What makes Medora special, Sorensen describes, is the heritage and focus on family and faith.

“Medora has always kept that,” he says. “Family traditions and heritage are important.”

“Bill fits the model of Medora, which is family entertainment,” says Schafer, who has known the Sorensen family since his youth. “Bill’s magic and his show and his character – all of that just fits with the culture that we try to develop and keep in Medora. His contribution really has been to solidify that, I think.”

“(Bill) raised his kids out there (in Medora). His whole life has been revolving around that every summer,” Hill says.

But there’s a broader family Sorensen feels a part of – the Medora family.

“In Medora, we always use the pronoun ‘we.’ People have pride that Medora is theirs,” he says.

Over the course of Sorensen’s 5,000-plus lifetime performances, he’s developed a lot of relationships and met many people.

“Every single day (in Medora) is a reunion. I see people that I haven’t seen in forever. I go back a ways,” he says with a laugh. “I’ve been very fortunate to have met a lot of people.”

“I mean, the guy’s talking to anyone in the street, anybody that’s walking down, he’s like, ‘Welcome to Medora.’ All the kids that work there, he’s encouraging them and slapping them on the back and laughing with them and telling them jokes,” Schafer says. “It’s just been a perpetuation of that personality, and that culture of Medora, that’s just been magnificent.”

‘I’LL STILL BE AROUND’
Sorensen credits his upbringing in North Dakota and “being open to things presented” for much of the opportunities he’s had.

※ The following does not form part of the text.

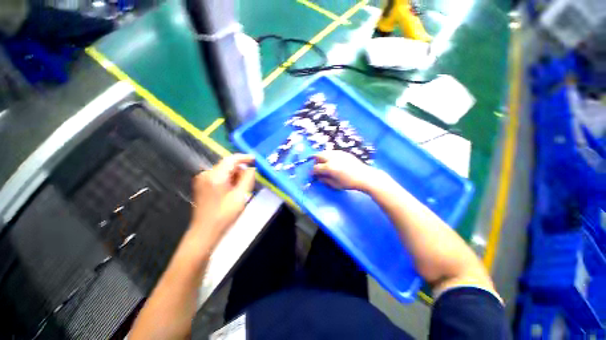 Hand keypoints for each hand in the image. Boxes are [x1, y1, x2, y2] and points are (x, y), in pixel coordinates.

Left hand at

He references the famous words of Roosevelt, “Do what you can with what you have where you are.”

So, what does Medora look like without Bill Sorensen?

Sorensen pauses for a moment, wearing the emotion on his face like a heavy load.

“Medora is just fine without Bill Sorensen,” he responds. “But Bill Sorensen without Medora, that I’m not sure.”

Fans can still catch Sorensen in many venues across the region for Magical Medora Christmas performances and, in the summer months, at the Medora Gospel Brunch and Medora’s Old Town Hall Theater. Show dates are also set in July and September for the return of “Bill Sorensen and Friends” to the Old Town Hall’s Sorensen Stage, which was named in Sorensen’s honor in 2017.

“I’ll still be around,” he promises.